Josu Jon Imaz mantuvo ayer un encuentro con una delegación de Batasuna encabezada por Arnaldo Otegi en la sede central del PNV en Bilbao, una cita a la que tanto la formación jeltzale como la izquierda abertzale intentaron restar valor al enmarcarla dentro de los contactos que vienen manteniendo de forma discreta las fuerzas políticas vascas para abordar la puesta en marcha de una mesa de partidos. Sin embargo, se produce en un momento especialmente conflictivo, doce días después de que el Tribunal Superior de Justicia del País Vasco viese indicios de delito en la entrevista que sostuvo el lehendakari con el propio Otegi, Pernando Barrena y Juan Joxe Petrikorena el pasado 19 de abril.
Ninguna de las partes que intervino en la entrevista quiso dar detalles sobre la misma; ni sobre los temas tratados ni sobre los participantes, aunque es segura la presencia de Imaz y Otegi. Desde el PNV soló se señaló que forma parte de los encuentros «preparatorios» que Imaz mantiene con todas las formaciones -excepto el PP- para discutir la creación de un foro multipartito que aborde la normalización del País Vasco. Además, se recalcó que en los últimos meses se han producido más de una «decena» de reuniones «discretas», por lo que la mantenida ayer no supondría ninguna novedad. En una línea similar, fuentes de Batasuna unicamente confirmaron que se trató de una de las reuniones que «periódicamente» celebran con el resto de partidos dentro de una «dinámica de normalización».
Ampliación de la denuncia
Durante la conversación, según la agencia Colpisa, Imaz transmitió a Otegi que el PNV «no admitirá» ningún tipo de agresión o amenaza y reclamó el cese «total e inmediato» de «cualquier expresión violenta». El líder nacionalista se comprometió a «acompañar» a Batasuna en su tránsito hacia la legalidad para que pueda participar en las próximas elecciones y sentarse en una futura mesa de partidos. Según esta misma versión, el portavoz de la izquierda abertzale habría reclamado al PNV una postura «más contundente y beligerante» de la formación jeltzale para hacer frente a «la ofensiva judicial y política» que, a su juicio, padece su formación.

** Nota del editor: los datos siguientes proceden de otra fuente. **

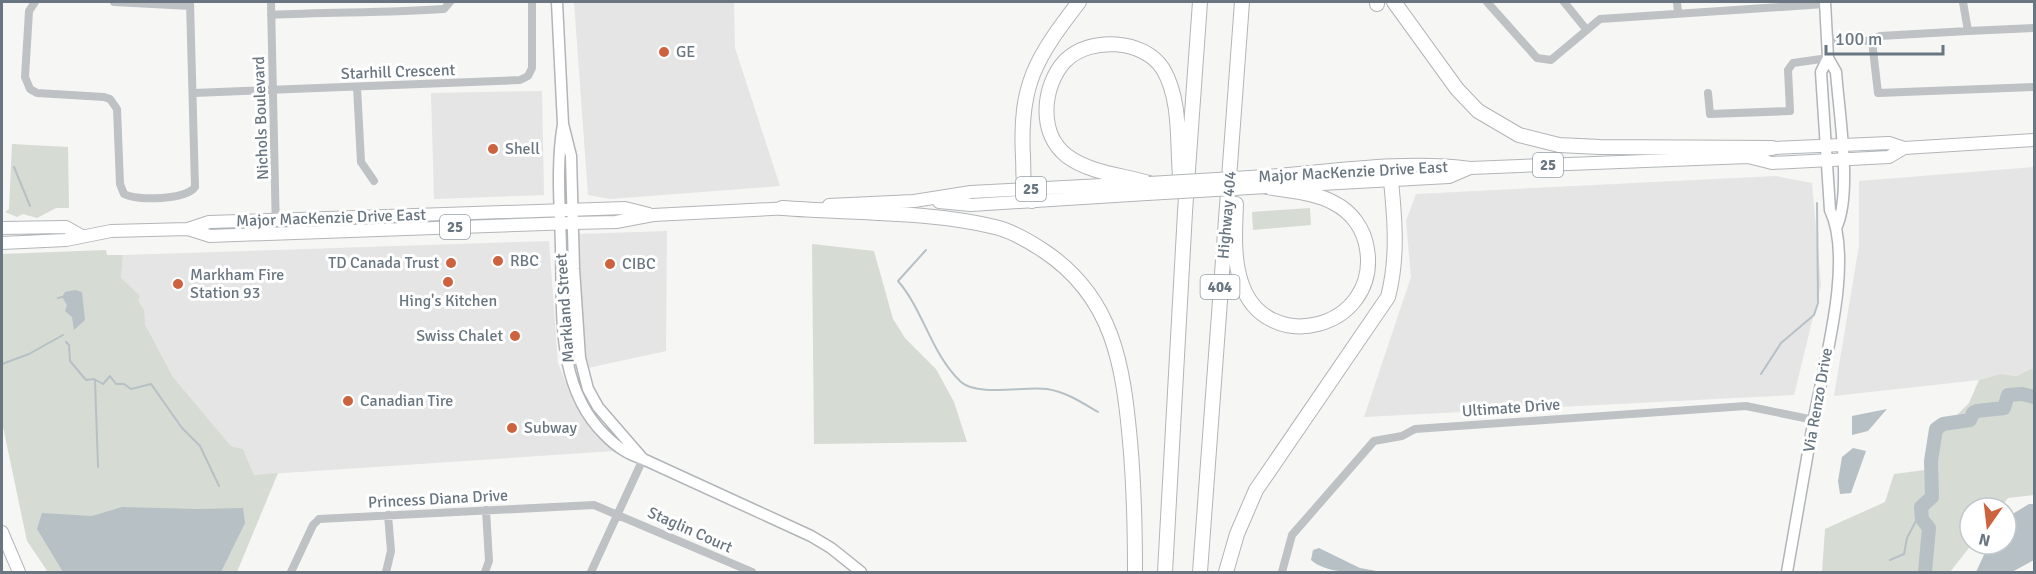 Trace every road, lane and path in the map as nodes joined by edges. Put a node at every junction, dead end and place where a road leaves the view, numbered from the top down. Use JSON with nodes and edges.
{"nodes":[{"id":1,"x":35,"y":2,"type":"edge"},
{"id":2,"x":114,"y":2,"type":"edge"},
{"id":3,"x":271,"y":2,"type":"edge"},
{"id":4,"x":450,"y":2,"type":"edge"},
{"id":5,"x":532,"y":2,"type":"edge"},
{"id":6,"x":557,"y":2,"type":"edge"},
{"id":7,"x":1079,"y":2,"type":"edge"},
{"id":8,"x":1200,"y":2,"type":"edge"},
{"id":9,"x":1242,"y":2,"type":"edge"},
{"id":10,"x":1394,"y":2,"type":"edge"},
{"id":11,"x":1487,"y":2,"type":"edge"},
{"id":12,"x":1564,"y":2,"type":"edge"},
{"id":13,"x":1677,"y":2,"type":"edge"},
{"id":14,"x":1963,"y":2,"type":"edge"},
{"id":15,"x":1825,"y":3,"type":"edge"},
{"id":16,"x":190,"y":4,"type":"edge"},
{"id":17,"x":1678,"y":13,"type":"junction"},
{"id":18,"x":271,"y":15,"type":"junction"},
{"id":19,"x":2034,"y":28,"type":"edge"},
{"id":20,"x":1586,"y":29,"type":"junction"},
{"id":21,"x":1968,"y":31,"type":"junction"},
{"id":22,"x":1827,"y":39,"type":"junction"},
{"id":23,"x":1872,"y":41,"type":"junction"},
{"id":24,"x":1828,"y":58,"type":"junction"},
{"id":25,"x":357,"y":87,"type":"junction"},
{"id":26,"x":2034,"y":87,"type":"edge"},
{"id":27,"x":274,"y":90,"type":"junction"},
{"id":28,"x":194,"y":93,"type":"junction"},
{"id":29,"x":1708,"y":93,"type":"dead end"},
{"id":30,"x":563,"y":124,"type":"junction"},
{"id":31,"x":2034,"y":140,"type":"edge"},
{"id":32,"x":1841,"y":145,"type":"junction"},
{"id":33,"x":1826,"y":146,"type":"junction"},
{"id":34,"x":1233,"y":148,"type":"junction"},
{"id":35,"x":1772,"y":148,"type":"junction"},
{"id":36,"x":1904,"y":148,"type":"junction"},
{"id":37,"x":1748,"y":157,"type":"junction"},
{"id":38,"x":1842,"y":159,"type":"junction"},
{"id":39,"x":1827,"y":160,"type":"junction"},
{"id":40,"x":1388,"y":176,"type":"junction"},
{"id":41,"x":374,"y":181,"type":"dead end"},
{"id":42,"x":1267,"y":182,"type":"junction"},
{"id":43,"x":1148,"y":188,"type":"junction"},
{"id":44,"x":1028,"y":195,"type":"junction"},
{"id":45,"x":782,"y":208,"type":"junction"},
{"id":46,"x":573,"y":209,"type":"junction"},
{"id":47,"x":559,"y":210,"type":"junction"},
{"id":48,"x":1185,"y":212,"type":"junction"},
{"id":49,"x":653,"y":215,"type":"junction"},
{"id":50,"x":277,"y":219,"type":"junction"},
{"id":51,"x":566,"y":224,"type":"junction"},
{"id":52,"x":1837,"y":226,"type":"junction"},
{"id":53,"x":2,"y":228,"type":"edge"},
{"id":54,"x":188,"y":229,"type":"junction"},
{"id":55,"x":276,"y":233,"type":"junction"},
{"id":56,"x":80,"y":236,"type":"junction"},
{"id":57,"x":2,"y":243,"type":"edge"},
{"id":58,"x":1814,"y":420,"type":"junction"},
{"id":59,"x":643,"y":459,"type":"junction"},
{"id":60,"x":486,"y":510,"type":"junction"},
{"id":61,"x":618,"y":513,"type":"junction"},
{"id":62,"x":388,"y":515,"type":"junction"},
{"id":63,"x":2,"y":532,"type":"edge"},
{"id":64,"x":19,"y":573,"type":"edge"},
{"id":65,"x":291,"y":573,"type":"edge"},
{"id":66,"x":386,"y":573,"type":"edge"},
{"id":67,"x":485,"y":573,"type":"edge"},
{"id":68,"x":591,"y":573,"type":"edge"},
{"id":69,"x":752,"y":573,"type":"edge"},
{"id":70,"x":861,"y":573,"type":"edge"},
{"id":71,"x":1135,"y":573,"type":"edge"},
{"id":72,"x":1165,"y":573,"type":"edge"},
{"id":73,"x":1200,"y":573,"type":"edge"},
{"id":74,"x":1226,"y":573,"type":"edge"},
{"id":75,"x":1282,"y":573,"type":"edge"},
{"id":76,"x":1787,"y":573,"type":"edge"}],
"edges":[{"from":1,"to":28,"type":"street"},
{"from":2,"to":16,"type":"street"},
{"from":3,"to":18,"type":"street","name":"Nichols Boulevard"},
{"from":4,"to":18,"type":"street"},
{"from":5,"to":25,"type":"street","name":"Starhill Crescent"},
{"from":6,"to":30,"type":"street","name":"Markland Street"},
{"from":7,"to":44,"type":"highway"},
{"from":8,"to":48,"type":"highway","number":"404"},
{"from":9,"to":34,"type":"highway","name":"Highway 404","number":"404"},
{"from":10,"to":35,"type":"highway"},
{"from":11,"to":20,"type":"street"},
{"from":12,"to":20,"type":"street"},
{"from":13,"to":17,"type":"street"},
{"from":14,"to":21,"type":"street"},
{"from":15,"to":17,"type":"street"},
{"from":15,"to":22,"type":"street","name":"Via Renzo Drive"},
{"from":16,"to":28,"type":"street"},
{"from":17,"to":20,"type":"street"},
{"from":18,"to":27,"type":"street","name":"Nichols Boulevard"},
{"from":19,"to":21,"type":"street"},
{"from":21,"to":23,"type":"street"},
{"from":22,"to":23,"type":"street"},
{"from":22,"to":24,"type":"street","name":"Via Renzo Drive"},
{"from":23,"to":26,"type":"street"},
{"from":24,"to":29,"type":"street"},
{"from":24,"to":32,"type":"street","name":"Via Renzo Drive"},
{"from":24,"to":33,"type":"street","name":"Via Renzo Drive"},
{"from":25,"to":27,"type":"street","name":"Starhill Crescent"},
{"from":25,"to":41,"type":"street"},
{"from":27,"to":28,"type":"street","name":"Starhill Crescent"},
{"from":27,"to":50,"type":"street","name":"Nichols Boulevard"},
{"from":30,"to":46,"type":"street","name":"Markland Street"},
{"from":30,"to":47,"type":"street","name":"Markland Street"},
{"from":31,"to":36,"type":"main road","name":"Major MacKenzie Drive East","number":"25"},
{"from":32,"to":33,"type":"main road","name":"Major MacKenzie Drive East","number":"25"},
{"from":32,"to":36,"type":"main road","name":"Major MacKenzie Drive East","number":"25"},
{"from":32,"to":38,"type":"street","name":"Via Renzo Drive"},
{"from":33,"to":35,"type":"main road","name":"Major MacKenzie Drive East","number":"25"},
{"from":33,"to":39,"type":"street","name":"Via Renzo Drive"},
{"from":34,"to":42,"type":"highway"},
{"from":34,"to":73,"type":"highway","name":"Highway 404","number":"404"},
{"from":35,"to":37,"type":"main road","name":"Major MacKenzie Drive East","number":"25"},
{"from":36,"to":38,"type":"main road","name":"Major MacKenzie Drive East","number":"25"},
{"from":37,"to":39,"type":"main road","name":"Major MacKenzie Drive East","number":"25"},
{"from":37,"to":40,"type":"main road","name":"Major MacKenzie Drive East","number":"25"},
{"from":38,"to":39,"type":"main road","name":"Major MacKenzie Drive East","number":"25"},
{"from":38,"to":52,"type":"street","name":"Via Renzo Drive"},
{"from":39,"to":52,"type":"street","name":"Via Renzo Drive"},
{"from":40,"to":42,"type":"main road","name":"Major MacKenzie Drive East","number":"25"},
{"from":40,"to":74,"type":"highway"},
{"from":42,"to":43,"type":"main road","name":"Major MacKenzie Drive East","number":"25","bridge":true},
{"from":43,"to":44,"type":"main road","name":"Major MacKenzie Drive East","number":"25"},
{"from":43,"to":48,"type":"highway"},
{"from":44,"to":45,"type":"main road","name":"Major MacKenzie Drive East","number":"25"},
{"from":45,"to":49,"type":"main road","name":"Major MacKenzie Drive East","number":"25"},
{"from":45,"to":71,"type":"highway"},
{"from":46,"to":47,"type":"main road","name":"Major MacKenzie Drive East","number":"25"},
{"from":46,"to":49,"type":"main road","name":"Major MacKenzie Drive East","number":"25"},
{"from":46,"to":51,"type":"street","name":"Markland Street"},
{"from":47,"to":50,"type":"main road","name":"Major MacKenzie Drive East","number":"25"},
{"from":47,"to":51,"type":"street","name":"Markland Street"},
{"from":48,"to":72,"type":"highway","number":"404"},
{"from":49,"to":51,"type":"main road","name":"Major MacKenzie Drive East","number":"25"},
{"from":50,"to":54,"type":"main road","name":"Major MacKenzie Drive East","number":"25"},
{"from":50,"to":55,"type":"street","name":"Nichols Boulevard"},
{"from":51,"to":55,"type":"main road","name":"Major MacKenzie Drive East","number":"25"},
{"from":51,"to":59,"type":"street","name":"Markland Street"},
{"from":52,"to":58,"type":"street","name":"Via Renzo Drive"},
{"from":53,"to":56,"type":"main road","name":"Major MacKenzie Drive East","number":"25"},
{"from":54,"to":55,"type":"main road","name":"Major MacKenzie Drive East","number":"25"},
{"from":54,"to":56,"type":"main road","name":"Major MacKenzie Drive East","number":"25"},
{"from":56,"to":57,"type":"main road","name":"Major MacKenzie Drive East","number":"25"},
{"from":58,"to":75,"type":"street","name":"Ultimate Drive"},
{"from":58,"to":76,"type":"street","name":"Via Renzo Drive"},
{"from":59,"to":61,"type":"street"},
{"from":59,"to":70,"type":"street","name":"Markland Street"},
{"from":60,"to":61,"type":"street","name":"Princess Diana Drive"},
{"from":60,"to":62,"type":"street","name":"Princess Diana Drive"},
{"from":60,"to":67,"type":"street"},
{"from":61,"to":68,"type":"street"},
{"from":61,"to":69,"type":"street","name":"Staglin Court"},
{"from":62,"to":65,"type":"street","name":"Princess Diana Drive"},
{"from":62,"to":66,"type":"street"},
{"from":63,"to":64,"type":"main road"}]}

Esta entrevista fue anunciada el pasado lunes por el propio Imaz. El presidente del PNV señaló que mantendría encuentros con, «entre otros», representantes de Batasuna de manera «discreta pero no secreta». Una intención que ya aventuró nada más conocerse la decisión del TSJPV de inculpar a Ibarretxe por su reunión con los portavoces de la formación ilegalizada. En este sentido, el ex presidente de Italia y senador vitalicio Francesco Cossiga ha presentado un escrito ante el Tribunal Superior en el que se autoinculpa en la querella presentada contra el lehendakari por el Foro Ermua.
La plataforma España y Libertad, por su parte, ampliará hoy la denuncia presentada en su día ante el Tribunal Superior de Justicia del País Vasco contra el presidente del PNV por reunirse con Batasuna, después de conocer que ayer mantuvo un nuevo encuentro.
A juicio del colectivo, el hecho de que el PNV no haga público el nombre de los representantes de Batasuna con los que ha estado Imaz «ampara el encubrimiento del delito de quebrantamiento de medida cautelar impuesta por la Audiencia Nacional a los miembros de la organización terrorista».